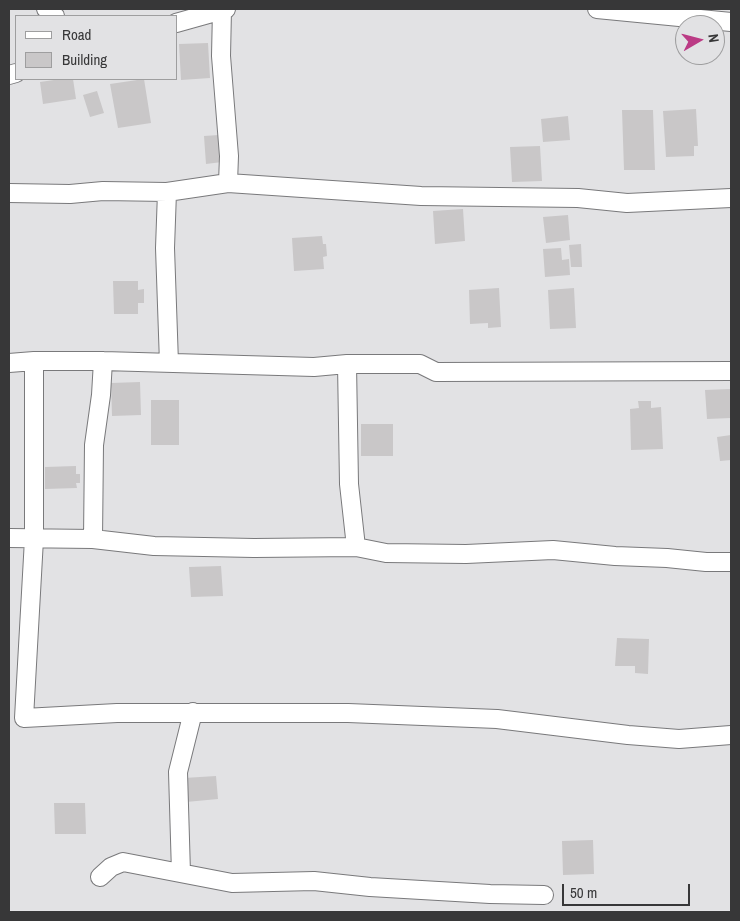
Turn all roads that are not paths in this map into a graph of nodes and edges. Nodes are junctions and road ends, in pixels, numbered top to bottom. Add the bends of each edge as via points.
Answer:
1 (224, 9) edge
2 (597, 9) edge
3 (178, 22) edge
4 (731, 22) edge
5 (228, 183) junction
6 (167, 192) junction
7 (9, 193) edge
8 (731, 198) edge
9 (34, 361) junction
10 (103, 361) junction
11 (9, 364) edge
12 (169, 364) junction
13 (347, 364) junction
14 (731, 372) edge
15 (9, 538) edge
16 (34, 539) junction
17 (94, 539) junction
18 (356, 547) junction
19 (731, 562) edge
20 (193, 712) junction
21 (731, 734) edge
22 (181, 873) junction
23 (100, 877) dead end
24 (544, 894) dead end

1 - 3 street
1 - 5 street via 220,56 229,156
2 - 4 street
5 - 6 street
5 - 8 street via 421,196 578,198 627,203
6 - 7 street
6 - 12 street via 165,248
9 - 10 street
9 - 11 street
9 - 16 street
10 - 12 street
10 - 17 street via 94,445
12 - 13 street via 314,367
13 - 14 street via 420,364 436,372
13 - 18 street via 349,484
15 - 16 street
16 - 17 street
16 - 20 street via 24,718 117,712
17 - 18 street via 154,546
18 - 19 street via 386,553 553,550
20 - 21 street via 497,718 679,739
20 - 22 street via 178,772
22 - 23 street via 123,862
22 - 24 street via 232,883 314,881 398,889

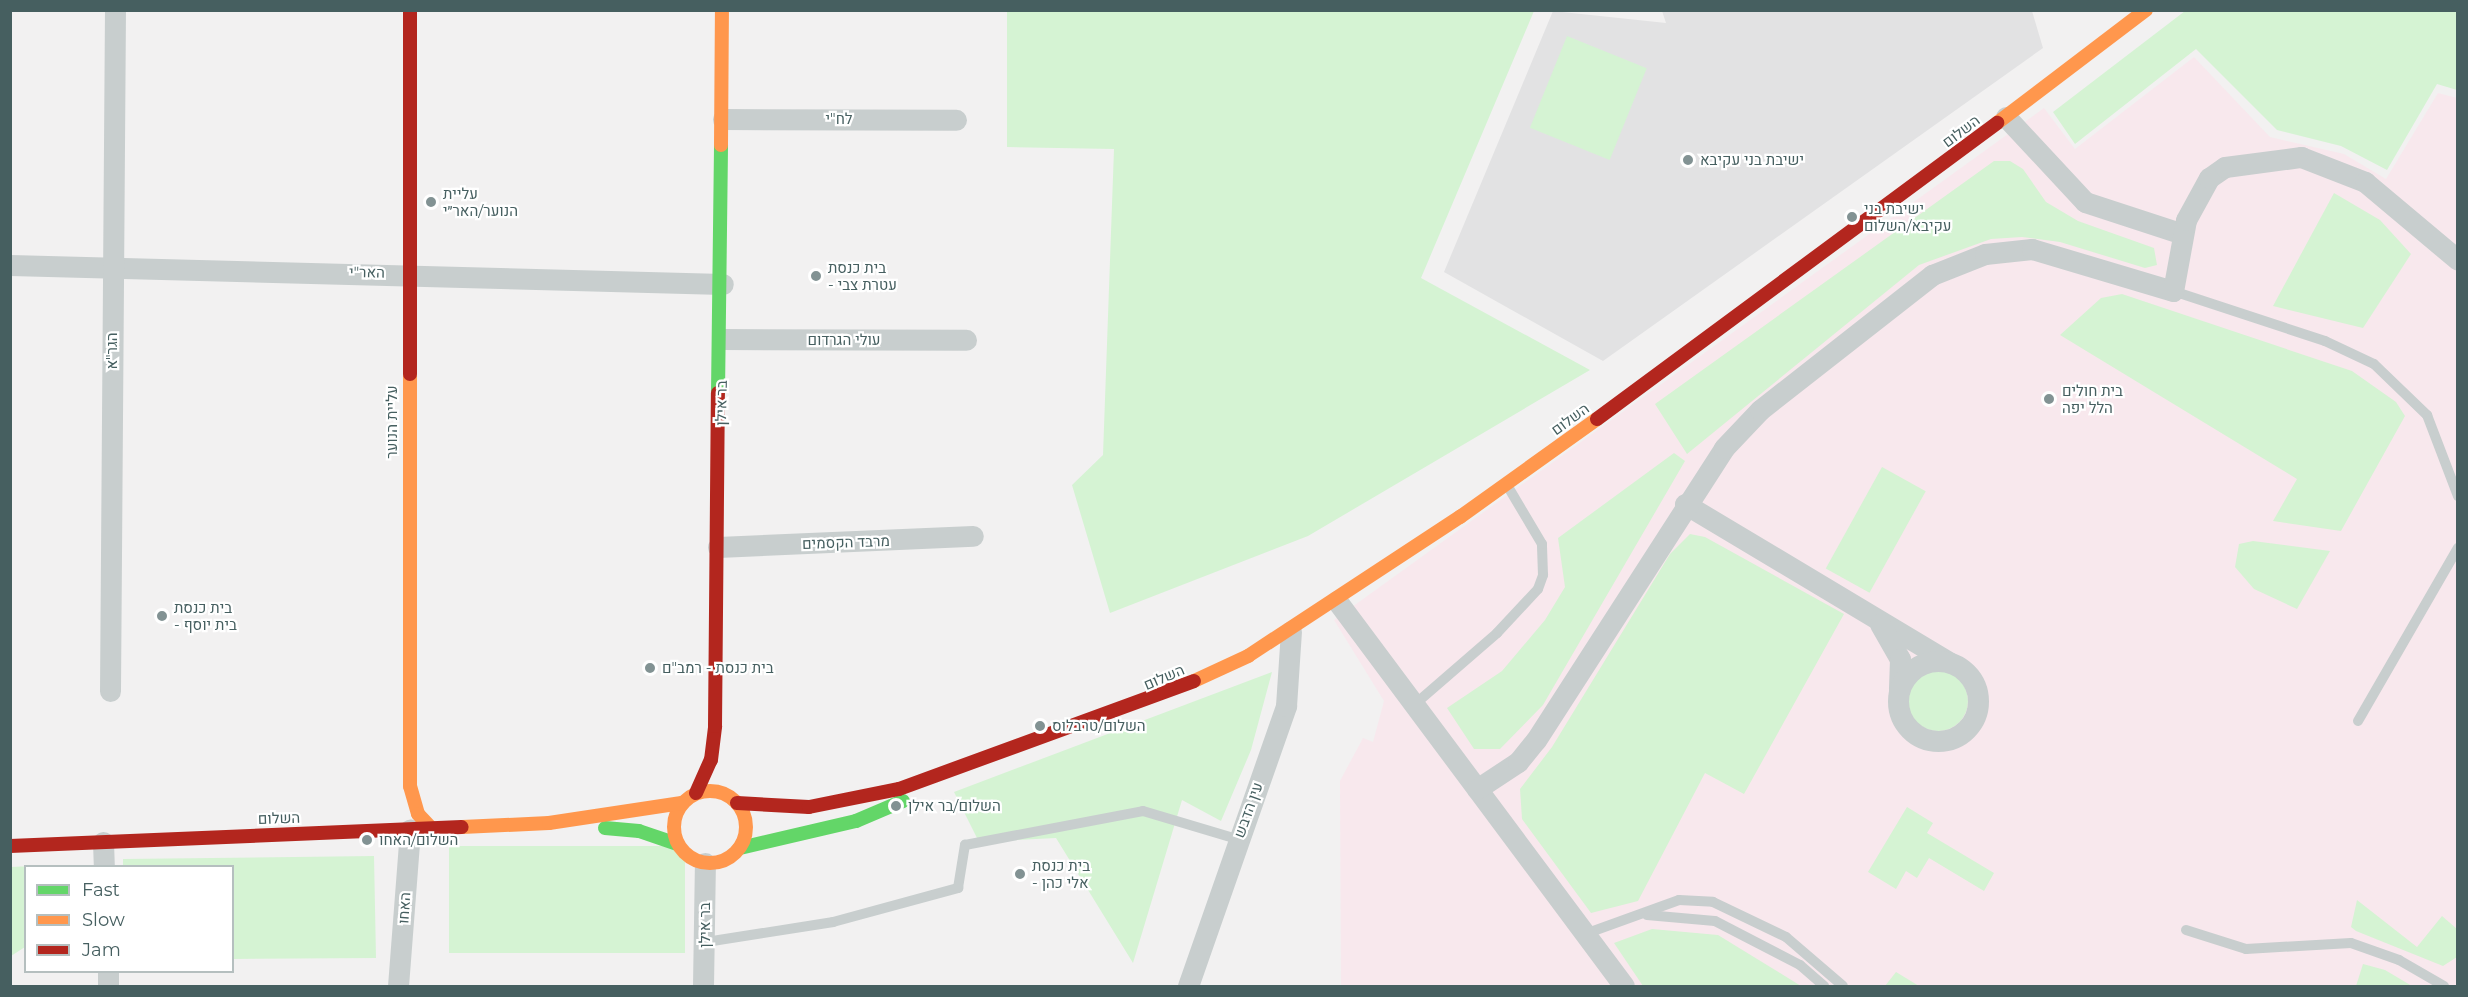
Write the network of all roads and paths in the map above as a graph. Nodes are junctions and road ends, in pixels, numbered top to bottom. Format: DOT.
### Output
graph roads {
  1 [pos="115,10"];
  2 [pos="410,10"];
  3 [pos="722,10"];
  4 [pos="2146,10"];
  5 [pos="2006,117"];
  6 [pos="723,119"];
  7 [pos="956,120"];
  8 [pos="2183,234"];
  9 [pos="2456,257"];
  10 [pos="10,265"];
  11 [pos="113,266"];
  12 [pos="408,273"];
  13 [pos="723,284"];
  14 [pos="2173,291"];
  15 [pos="722,339"];
  16 [pos="966,340"];
  17 [pos="1507,484"];
  18 [pos="2457,496"];
  19 [pos="1685,504"];
  20 [pos="973,536"];
  21 [pos="718,547"];
  22 [pos="2457,548"];
  23 [pos="1337,601"];
  24 [pos="1877,619"];
  25 [pos="1291,631"];
  26 [pos="1949,662"];
  27 [pos="1899,689"];
  28 [pos="110,691"];
  29 [pos="1414,705"];
  30 [pos="2358,721"];
  31 [pos="964,771"];
  32 [pos="1477,789"];
  33 [pos="696,793"];
  34 [pos="682,803"];
  35 [pos="737,803"];
  36 [pos="549,823"];
  37 [pos="420,828"];
  38 [pos="1237,839"];
  39 [pos="104,842"];
  40 [pos="677,844"];
  41 [pos="10,846"];
  42 [pos="740,848"];
  43 [pos="705,863"];
  44 [pos="104,865"];
  45 [pos="1635,916"];
  46 [pos="2186,930"];
  47 [pos="1585,934"];
  48 [pos="706,942"];
  49 [pos="398,987"];
  50 [pos="703,987"];
  51 [pos="1188,987"];
  52 [pos="1624,987"];
  53 [pos="1824,987"];
  54 [pos="1844,987"];
  55 [pos="2444,987"];
  1 -- 11 [label="street, הגר\"א"];
  2 -- 12 [label="street, עליית הנוער"];
  3 -- 6 [label="street, בר אילן"];
  4 -- 5 [label="street, השלום"];
  5 -- 8 [label="street"];
  5 -- 17 [label="street, השלום"];
  6 -- 7 [label="street, לח\"י"];
  6 -- 13 [label="street, בר אילן"];
  8 -- 9 [label="street"];
  8 -- 14 [label="street"];
  10 -- 11 [label="street, האר\"י"];
  11 -- 12 [label="street, האר\"י"];
  11 -- 28 [label="street, הגר\"א"];
  12 -- 13 [label="street, האר\"י"];
  12 -- 37 [label="street, עליית הנוער"];
  13 -- 15 [label="street, בר אילן"];
  14 -- 18 [label="lane"];
  14 -- 19 [label="street"];
  15 -- 16 [label="street, עולי הגרדום"];
  15 -- 21 [label="street, בר אילן"];
  17 -- 23 [label="street, השלום"];
  17 -- 29 [label="lane"];
  19 -- 24 [label="street"];
  19 -- 32 [label="street"];
  20 -- 21 [label="street, מרבד הקסמים"];
  21 -- 33 [label="street, בר אילן"];
  22 -- 30 [label="lane"];
  23 -- 25 [label="street, השלום"];
  23 -- 29 [label="street"];
  24 -- 26 [label="street"];
  24 -- 27 [label="street"];
  25 -- 31 [label="street, השלום"];
  25 -- 38 [label="street, עין הדבש"];
  26 -- 27 [label="street"];
  26 -- 27 [label="street"];
  29 -- 32 [label="street"];
  31 -- 35 [label="street, השלום"];
  31 -- 42 [label="street, השלום"];
  32 -- 47 [label="street"];
  33 -- 34 [label="street"];
  33 -- 35 [label="street"];
  34 -- 36 [label="street, השלום"];
  34 -- 40 [label="street"];
  35 -- 42 [label="street"];
  36 -- 37 [label="street, השלום"];
  36 -- 40 [label="street, השלום"];
  37 -- 39 [label="street, השלום"];
  37 -- 49 [label="street, האחו"];
  38 -- 48 [label="lane"];
  38 -- 51 [label="street, עין הדבש"];
  39 -- 41 [label="street, השלום"];
  39 -- 44 [label="street"];
  40 -- 43 [label="street"];
  42 -- 43 [label="street"];
  43 -- 48 [label="street, בר אילן"];
  45 -- 47 [label="lane"];
  45 -- 53 [label="lane"];
  45 -- 54 [label="lane"];
  46 -- 55 [label="lane"];
  47 -- 52 [label="street"];
  48 -- 50 [label="street, בר אילן"];
}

____________

> [WHAT YOU ARE ASKED TO DO]: Scan the material line by line and report each one that contains "dead".

> [TASK ANSWER]:
23 (100, 877) dead end
24 (544, 894) dead end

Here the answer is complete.